And then, just to show them, I’ll sail to Ka-Troo / And / Bring / Back / an IT-KUTCH / a PREEP / and a PROO / a NERKLE / a NERD / and a SEERSUCKER, too!

But this hypothesis is questionable at best. Seuss’s nerd has no semantic connection to the slang term. And given that the first print use is in the thoroughly conventional Newsweek a year later, it is likely that nerd had already been in oral use by teens for several years when Seuss published this book. It is more likely that Seuss picked a word that he had heard in use and unconsciously registered it rather than that teens acquired it from his book—a book that most teens in 1950 hadn’t read as it was intended for much younger children. And even more likely is that Seuss’s use of nerd is entirely coincidental.

Another hypothesis is that nerd is a variation on the name Mortimer Snerd, one of ventriloquist Edgar Bergen’s puppets. But Snerd was a hillbilly character of low intelligence, so the character doesn’t fit with the early senses of nerd.

Other proffered explanations run afoul of the spelling. It is often suggested that nerd is a play on turd.
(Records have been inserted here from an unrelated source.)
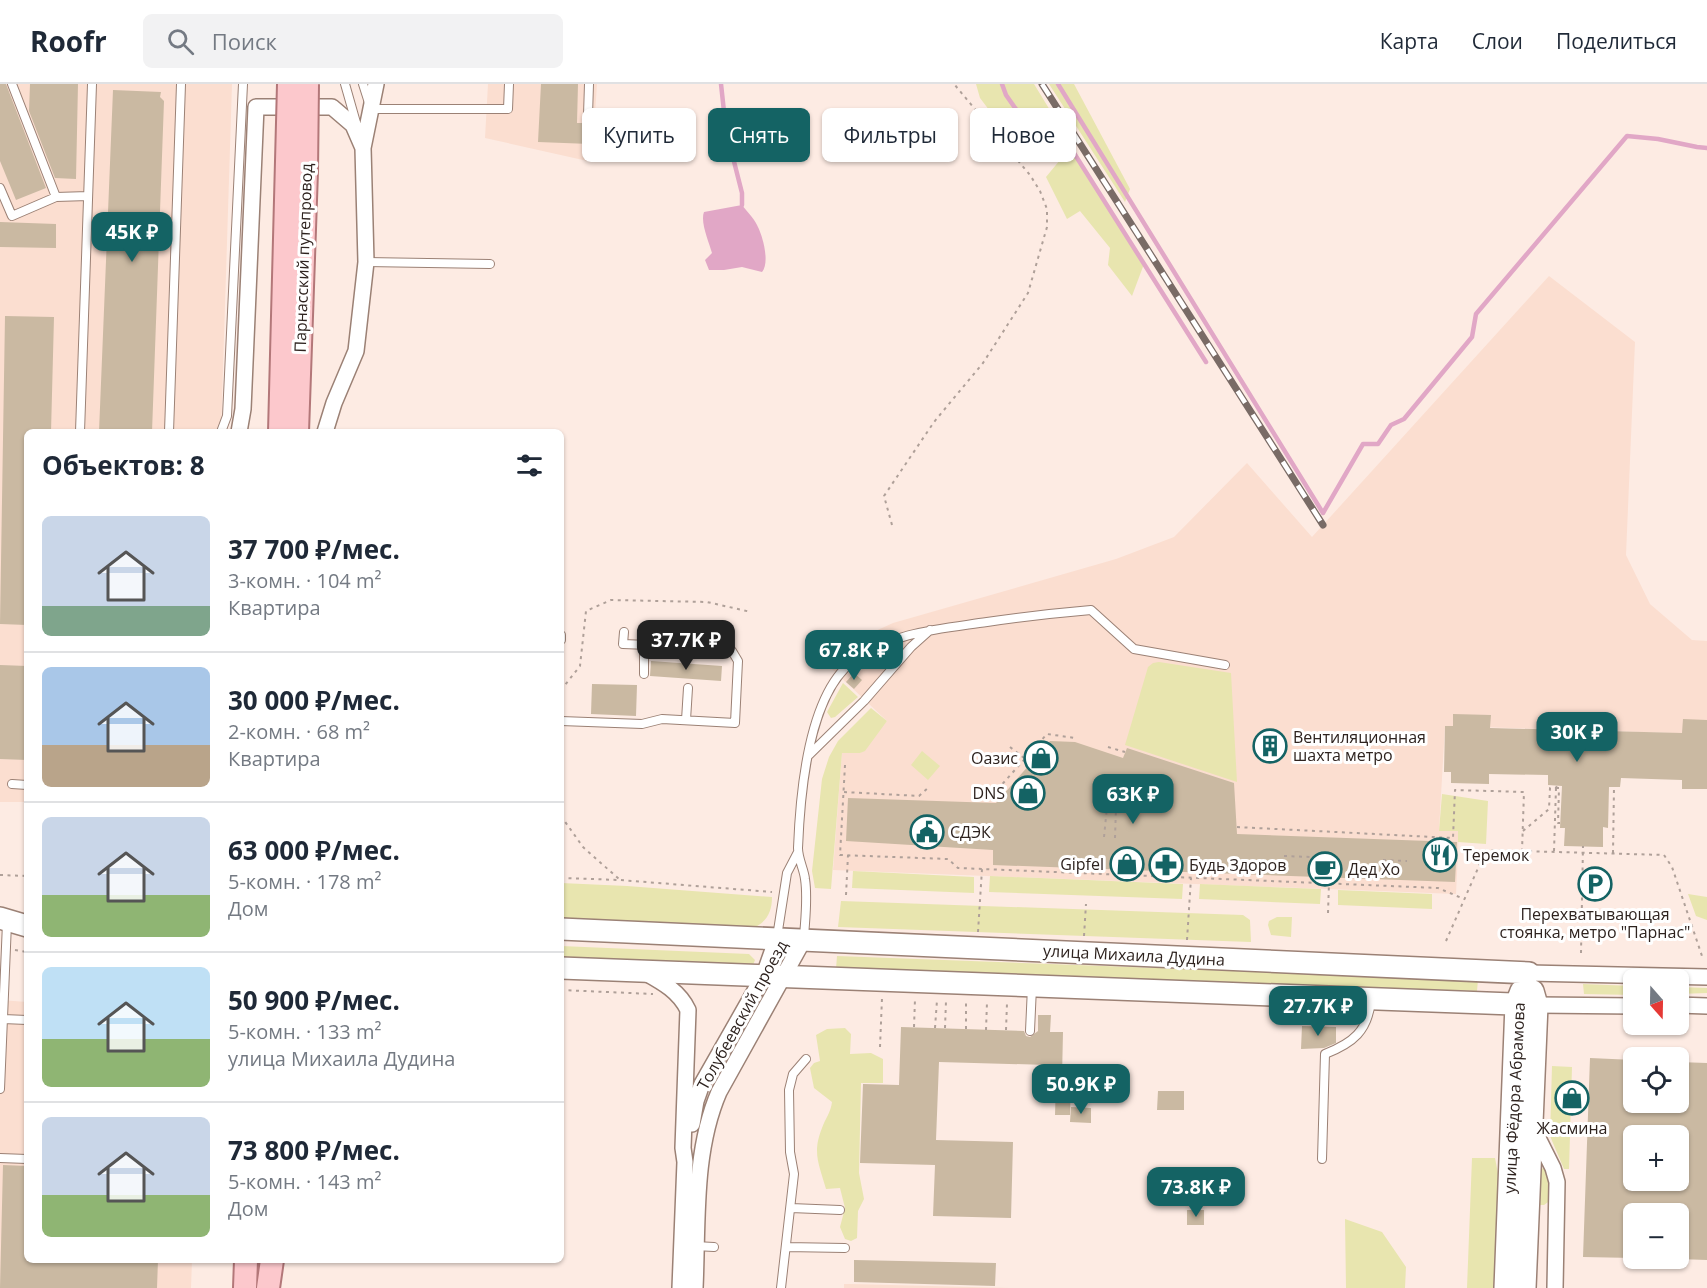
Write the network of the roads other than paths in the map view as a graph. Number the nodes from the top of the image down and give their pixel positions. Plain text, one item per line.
1 (12, 84) edge
2 (92, 84) edge
3 (181, 84) edge
4 (243, 84) edge
5 (289, 84) edge
6 (307, 84) edge
7 (345, 84) edge
8 (363, 84) edge
9 (376, 84) edge
10 (509, 84) edge
11 (589, 84) edge
12 (250, 106) junction
13 (588, 108) edge
14 (371, 109) junction
15 (363, 148) junction
16 (0, 188) edge
17 (88, 196) junction
18 (56, 197) junction
19 (366, 262) junction
20 (490, 264) dead end
21 (80, 429) edge
22 (169, 429) edge
23 (222, 429) edge
24 (240, 429) edge
25 (280, 429) edge
26 (297, 429) edge
27 (326, 429) edge
28 (932, 629) junction
29 (624, 632) dead end
30 (644, 645) junction
31 (1225, 665) dead end
32 (644, 674) dead end
33 (688, 688) dead end
34 (686, 720) junction
35 (564, 721) edge
36 (808, 756) junction
37 (12, 784) dead end
38 (24, 785) edge
39 (798, 852) junction
40 (11, 918) edge
41 (564, 929) edge
42 (777, 938) junction
43 (804, 939) junction
44 (564, 968) edge
45 (641, 971) junction
46 (1528, 973) junction
47 (764, 975) junction
48 (785, 975) junction
49 (1707, 977) edge
50 (1032, 986) junction
51 (1371, 998) junction
52 (1526, 1004) junction
53 (1689, 1005) edge
54 (1623, 1006) edge
55 (1707, 1006) edge
56 (3, 1018) junction
57 (24, 1020) edge
58 (1030, 1031) dead end
59 (806, 1059) dead end
60 (0, 1089) edge
61 (1530, 1122) junction
62 (0, 1158) edge
63 (24, 1159) edge
64 (1322, 1159) dead end
65 (686, 1162) junction
66 (791, 1208) junction
67 (840, 1210) dead end
68 (689, 1245) junction
69 (714, 1247) dead end
70 (786, 1247) junction
71 (844, 1248) dead end
72 (246, 1263) edge
73 (272, 1263) edge
74 (244, 1288) edge
75 (268, 1288) edge
76 (680, 1288) edge
77 (695, 1288) edge
78 (781, 1288) edge
79 (1505, 1288) edge
80 (1525, 1288) edge
81 (1555, 1288) edge

1 - 18 lane
2 - 17 lane
3 - 22 lane
4 - 12 lane
5 - 25 main road, Парнасский путепровод, bridge
6 - 26 main road, Парнасский путепровод, bridge
7 - 15 lane
8 - 14 lane
9 - 14 street
10 - 14 lane
11 - 13 lane
12 - 15 street
12 - 23 lane
12 - 24 street
14 - 15 street
15 - 19 street
16 - 18 lane
17 - 18 lane
17 - 21 lane
19 - 20 lane
19 - 27 street
28 - 31 lane
28 - 36 lane
28 - 36 lane
29 - 30 lane
30 - 32 lane
30 - 34 lane
33 - 34 lane
34 - 35 lane
36 - 39 lane
37 - 38 lane
39 - 42 lane
39 - 43 lane
40 - 56 lane
41 - 42 street, улица Михаила Дудина
42 - 43 street, улица Михаила Дудина
42 - 47 street, Толубеевский проезд
43 - 46 street, улица Михаила Дудина
43 - 48 street, Толубеевский проезд
44 - 45 street, улица Михаила Дудина
45 - 47 street, улица Михаила Дудина
45 - 65 street, Толубеевский проезд
46 - 49 street, улица Михаила Дудина
46 - 52 street, улица Фёдора Абрамова
47 - 48 street, улица Михаила Дудина
47 - 65 street, Толубеевский проезд
48 - 50 street, улица Михаила Дудина
48 - 68 street, Толубеевский проезд
50 - 51 street, улица Михаила Дудина
50 - 58 lane
51 - 52 street, улица Михаила Дудина
51 - 64 lane
52 - 54 street, улица Михаила Дудина
52 - 61 street, улица Фёдора Абрамова
52 - 79 street, улица Фёдора Абрамова
53 - 55 street
56 - 57 lane
56 - 60 lane
59 - 66 lane
61 - 80 street, улица Фёдора Абрамова
61 - 81 street
62 - 63 lane
65 - 68 street, Толубеевский проезд
66 - 67 lane
66 - 70 lane
68 - 69 lane
68 - 76 street, Толубеевский проезд
68 - 77 street, Толубеевский проезд
70 - 71 lane
70 - 78 lane
72 - 74 main road
73 - 75 main road

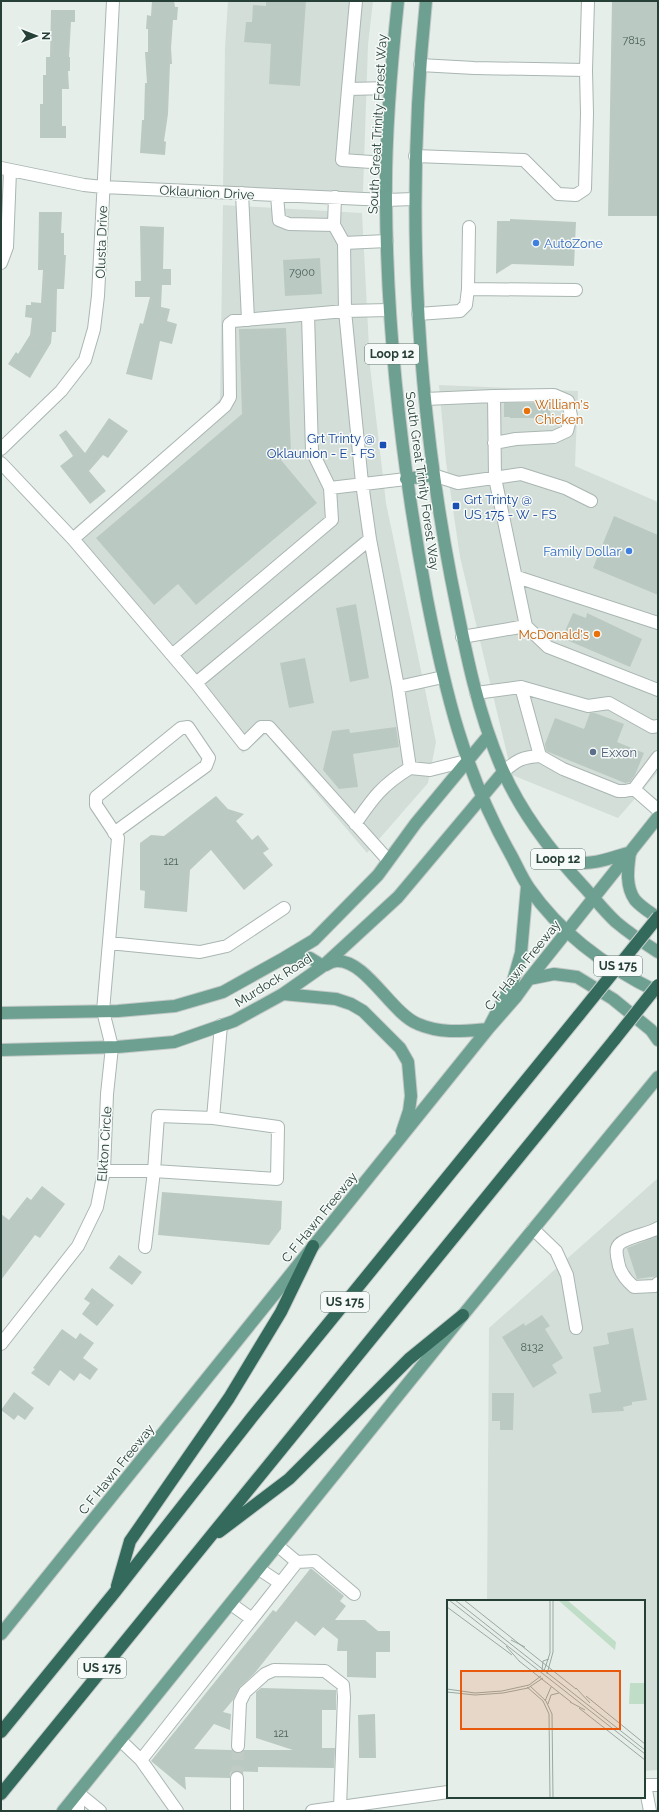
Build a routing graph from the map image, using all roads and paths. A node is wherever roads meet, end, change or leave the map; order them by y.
1 (113, 1) edge
2 (356, 1) edge
3 (398, 1) edge
4 (426, 1) edge
5 (588, 1) edge
6 (420, 65) junction
7 (586, 70) junction
8 (390, 88) junction
9 (348, 89) junction
10 (415, 156) junction
11 (386, 162) junction
12 (5, 169) edge
13 (103, 187) junction
14 (242, 193) junction
15 (277, 195) junction
16 (335, 198) junction
17 (414, 199) junction
18 (386, 200) junction
19 (334, 225) junction
20 (469, 227) dead end
21 (387, 241) junction
22 (344, 243) junction
23 (1, 263) edge
24 (468, 288) junction
25 (576, 290) dead end
26 (389, 310) junction
27 (345, 311) junction
28 (418, 314) junction
29 (308, 315) junction
30 (248, 320) junction
31 (494, 396) junction
32 (425, 399) junction
33 (494, 442) junction
34 (1, 449) edge
35 (1, 463) edge
36 (433, 474) junction
37 (406, 478) junction
38 (495, 478) junction
39 (362, 483) junction
40 (330, 488) junction
41 (591, 501) dead end
42 (73, 539) junction
43 (370, 539) junction
44 (517, 578) junction
45 (658, 623) edge
46 (526, 626) junction
47 (462, 637) junction
48 (172, 655) junction
49 (443, 677) junction
50 (196, 683) junction
51 (398, 686) junction
52 (521, 687) junction
53 (658, 690) edge
54 (476, 693) junction
55 (658, 726) edge
56 (489, 735) junction
57 (540, 756) junction
58 (658, 757) edge
59 (466, 761) junction
60 (410, 768) junction
61 (503, 772) junction
62 (634, 789) junction
63 (482, 799) junction
64 (658, 810) edge
65 (658, 817) edge
66 (355, 824) junction
67 (114, 833) junction
68 (552, 852) junction
69 (631, 852) junction
70 (388, 860) junction
71 (527, 886) junction
72 (594, 898) junction
73 (284, 908) dead end
74 (658, 917) edge
75 (566, 932) junction
76 (109, 943) junction
77 (658, 952) edge
78 (284, 958) junction
79 (323, 966) junction
80 (529, 979) junction
81 (658, 985) edge
82 (658, 992) edge
83 (283, 994) junction
84 (103, 1011) junction
85 (1, 1013) edge
86 (221, 1025) junction
87 (488, 1029) junction
88 (658, 1040) edge
89 (112, 1047) junction
90 (1, 1050) edge
91 (658, 1077) edge
92 (213, 1118) junction
93 (400, 1140) junction
94 (104, 1171) junction
95 (154, 1171) junction
96 (658, 1228) edge
97 (533, 1229) junction
98 (313, 1246) junction
99 (145, 1247) dead end
100 (658, 1283) edge
101 (463, 1315) junction
102 (576, 1328) dead end
103 (1, 1344) edge
104 (203, 1543) junction
105 (278, 1546) junction
106 (297, 1562) junction
107 (259, 1569) junction
108 (280, 1583) junction
109 (115, 1592) junction
110 (354, 1594) dead end
111 (231, 1604) junction
112 (252, 1619) junction
113 (1, 1634) edge
114 (1, 1732) edge
115 (120, 1740) junction
116 (238, 1746) tunnel mouth
117 (140, 1760) junction
118 (237, 1778) tunnel mouth
119 (645, 1785) edge
120 (658, 1785) edge
121 (447, 1792) edge
122 (78, 1793) junction
123 (1, 1794) edge
124 (340, 1808) junction
125 (63, 1811) edge
126 (78, 1811) edge
127 (100, 1811) edge
128 (177, 1811) edge
129 (237, 1811) edge
130 (312, 1811) edge
131 (650, 1811) edge

1 - 13 street, Olusta Drive
2 - 9 street
3 - 8 main road, South Great Trinity Forest Way / Loop 12
4 - 6 main road, South Great Trinity Forest Way / Loop 12
5 - 7 street
6 - 7 street
6 - 10 main road, South Great Trinity Forest Way / Loop 12
7 - 10 street
8 - 9 street
8 - 11 main road, South Great Trinity Forest Way / Loop 12
9 - 11 street
10 - 17 main road, South Great Trinity Forest Way / Loop 12
11 - 18 main road, South Great Trinity Forest Way / Loop 12
12 - 13 street, Oklaunion Drive
12 - 23 street
13 - 14 street, Oklaunion Drive
13 - 34 street, Olusta Drive
14 - 15 street, Oklaunion Drive
14 - 30 street
15 - 16 street, Oklaunion Drive
15 - 19 street
16 - 18 street, Oklaunion Drive
16 - 19 street
17 - 18 street, Oklaunion Drive
17 - 28 main road, South Great Trinity Forest Way / Loop 12
18 - 21 main road, South Great Trinity Forest Way / Loop 12
19 - 22 street
20 - 24 street
21 - 22 street
21 - 26 main road, South Great Trinity Forest Way / Loop 12
22 - 27 street
24 - 25 street
24 - 28 street
26 - 27 street
26 - 37 main road, South Great Trinity Forest Way / Loop 12
27 - 29 street
27 - 39 street
28 - 32 main road, South Great Trinity Forest Way / Loop 12
29 - 30 street
29 - 40 street
30 - 42 street
31 - 32 street
31 - 33 street
31 - 33 street
32 - 36 main road, South Great Trinity Forest Way / Loop 12
33 - 38 street
35 - 42 street
36 - 37 main road
36 - 38 street
36 - 47 main road, South Great Trinity Forest Way / Loop 12
37 - 39 street
37 - 49 main road, South Great Trinity Forest Way / Loop 12
38 - 41 street
38 - 44 street
39 - 40 street
39 - 43 street
40 - 48 street
42 - 48 street
43 - 50 street
43 - 51 street
44 - 45 street
44 - 46 street
46 - 47 street
46 - 53 street
47 - 54 main road, South Great Trinity Forest Way / Loop 12
48 - 50 street
49 - 51 street
49 - 59 main road, South Great Trinity Forest Way / Loop 12
50 - 66 street
51 - 60 street
52 - 54 street
52 - 55 street
52 - 57 street
54 - 56 main road, South Great Trinity Forest Way / Loop 12
56 - 59 main road, Murdock Road
56 - 61 main road, South Great Trinity Forest Way / Loop 12
57 - 61 street
57 - 62 street
58 - 62 street
59 - 60 street
59 - 63 main road, South Great Trinity Forest Way / Loop 12
59 - 70 main road, Murdock Road
60 - 66 street
61 - 63 main road, Murdock Road
61 - 68 main road, South Great Trinity Forest Way / Loop 12
62 - 64 street
63 - 71 main road, South Great Trinity Forest Way / Loop 12
63 - 79 main road, Murdock Road
65 - 69 main road, C F Hawn Freeway
66 - 70 street
67 - 67 street
67 - 76 street, Elkton Circle
68 - 69 main road
68 - 72 main road, South Great Trinity Forest Way / Loop 12
69 - 72 main road, C F Hawn Freeway
69 - 74 main road
70 - 78 main road, Murdock Road
71 - 75 main road, South Great Trinity Forest Way / Loop 12
71 - 87 main road
72 - 75 main road, C F Hawn Freeway
72 - 77 main road, Loop 12
73 - 76 street
74 - 109 highway, US 175, bridge
75 - 80 main road, C F Hawn Freeway
75 - 82 main road, Loop 12
76 - 84 street, Elkton Circle
78 - 79 main road
78 - 84 main road, Murdock Road
79 - 83 main road, Murdock Road
79 - 87 main road
80 - 87 main road, C F Hawn Freeway
80 - 88 main road
81 - 104 highway, US 175, bridge
83 - 86 main road, Murdock Road
83 - 93 main road
84 - 85 main road, Murdock Road
84 - 89 street, Elkton Circle
86 - 89 main road, Murdock Road
86 - 92 street
87 - 93 main road, C F Hawn Freeway
89 - 90 main road, Murdock Road
89 - 94 street, Elkton Circle
91 - 97 main road
92 - 95 street
92 - 95 street
93 - 98 main road, C F Hawn Freeway
94 - 95 street
94 - 103 street, Elkton Circle
95 - 99 street
96 - 100 street
97 - 101 main road
97 - 102 street
98 - 109 highway
98 - 113 main road, C F Hawn Freeway
101 - 104 highway
101 - 105 main road
104 - 123 highway, US 175
105 - 106 street
105 - 107 main road
106 - 108 street
106 - 110 street
107 - 108 street
107 - 111 main road
108 - 112 street
109 - 114 highway, US 175
111 - 112 street
111 - 115 main road
112 - 117 street
115 - 117 street
115 - 122 main road
116 - 124 street
117 - 128 street
118 - 129 street
119 - 120 street
119 - 131 street
121 - 124 street
122 - 125 main road
122 - 126 street
122 - 127 street
124 - 130 street

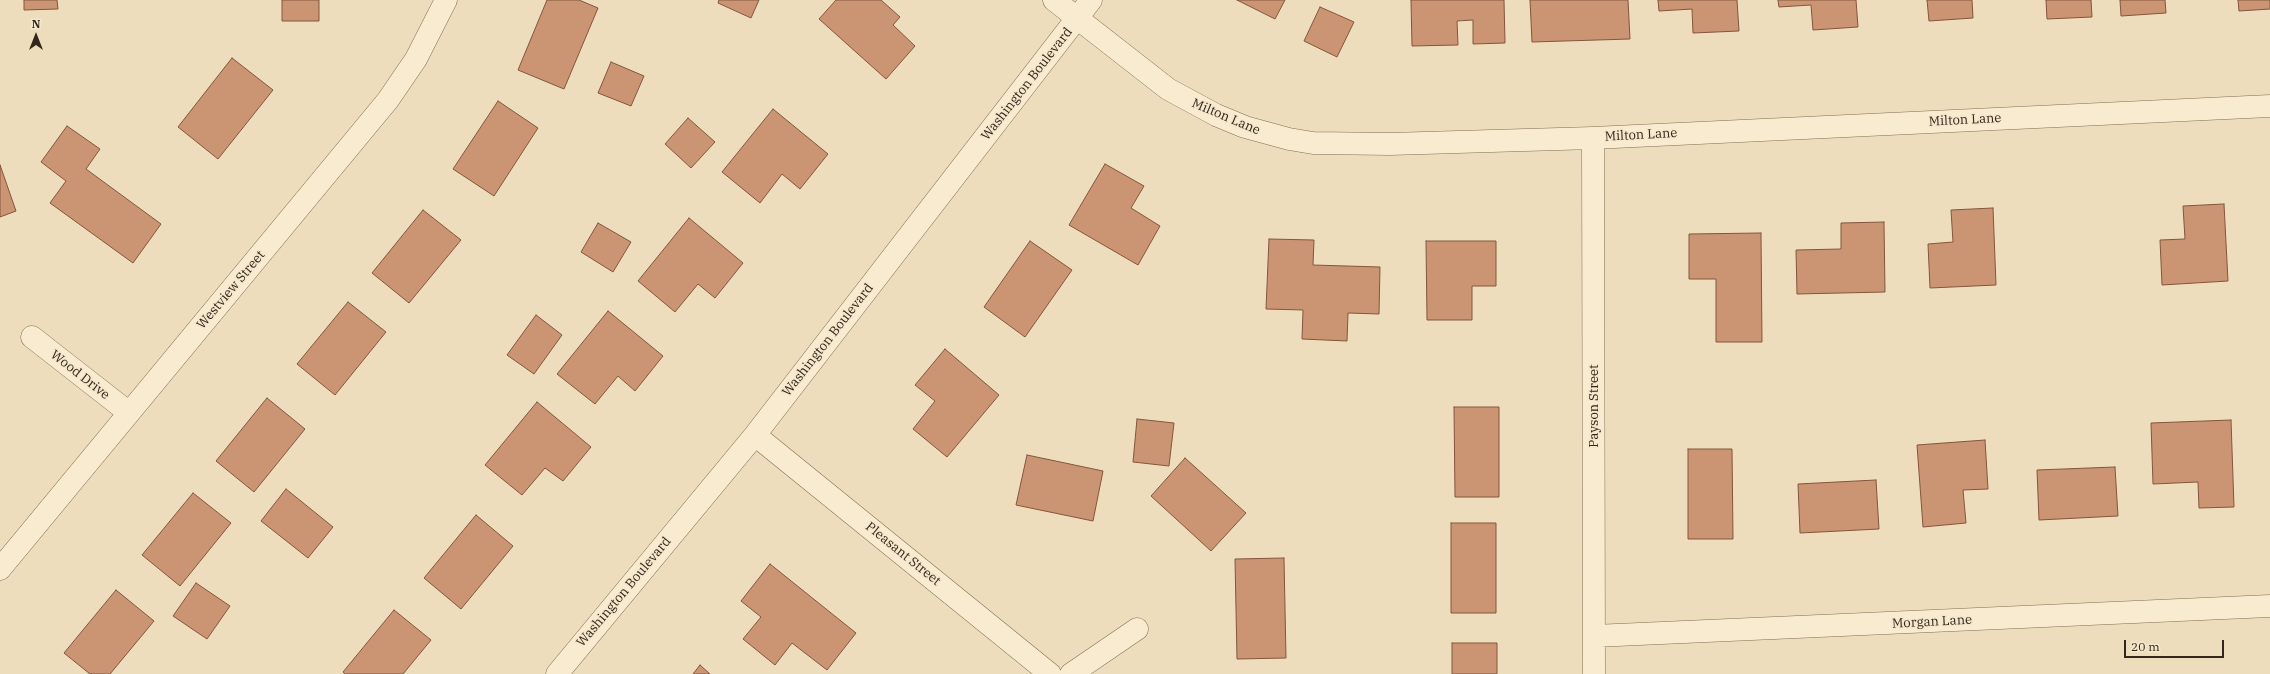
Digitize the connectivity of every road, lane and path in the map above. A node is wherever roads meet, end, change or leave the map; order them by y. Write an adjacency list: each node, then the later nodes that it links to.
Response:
1 (446, 0): 8 (street, Westview Street)
2 (1054, 0): 4 (street, Milton Lane)
3 (1091, 0): 4 (street, Washington Boulevard)
4 (1078, 19): 6 (street, Milton Lane); 9 (street, Washington Boulevard)
5 (2270, 106): 6 (street, Milton Lane)
6 (1592, 138): 13 (street, Payson Street)
7 (32, 337): 8 (street, Wood Drive)
8 (128, 412): 10 (street, Westview Street)
9 (755, 435): 14 (street, Washington Boulevard); 15 (street, Pleasant Street)
10 (0, 570)
11 (2270, 606): 13 (street, Morgan Lane)
12 (1137, 629): 16 (street)
13 (1594, 636): 17 (street, Payson Street)
14 (557, 674)
15 (1050, 674)
16 (1070, 674)
17 (1594, 674)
This is plausible, but the early spellings are overwhelmingly with an <e>, which works against this idea. Similarly, some contend that nerd is a respelling of drunk backwards. Again, there are no early spellings of the word as knurd, nor are any of the early uses associated with alcohol.

The earlier slang exclamation nertz! or nerts! is sometimes pointed to as a possible origin, but again, there is no logical or semantic connection.

One explanation that we can dismiss outright is that nerd is an acronym for Northern Electric Research and Development Laboratories in Ontario. There is a logical connection in that one would expect a lab to be full of nerds, but one should always be suspicious of proposed acronymic origins, and in this case Northern Electric (now Nortel) didn’t establish their R&D labs until 1959, well after nerd was firmly ensconced in the slang lexicon.

The best explanation for nerd that I have heard comes from linguist Arnold Zwicky, as quoted by Ben Zimmer. Zwicky says that words like nerd “don't necessarily have a historical source of the ordinary sort.” They can be “distant echoes of an assortment of existing words.” In other words, a bit of nertz, a dash of Snerd, a whiff of turd, and you end up with nerd.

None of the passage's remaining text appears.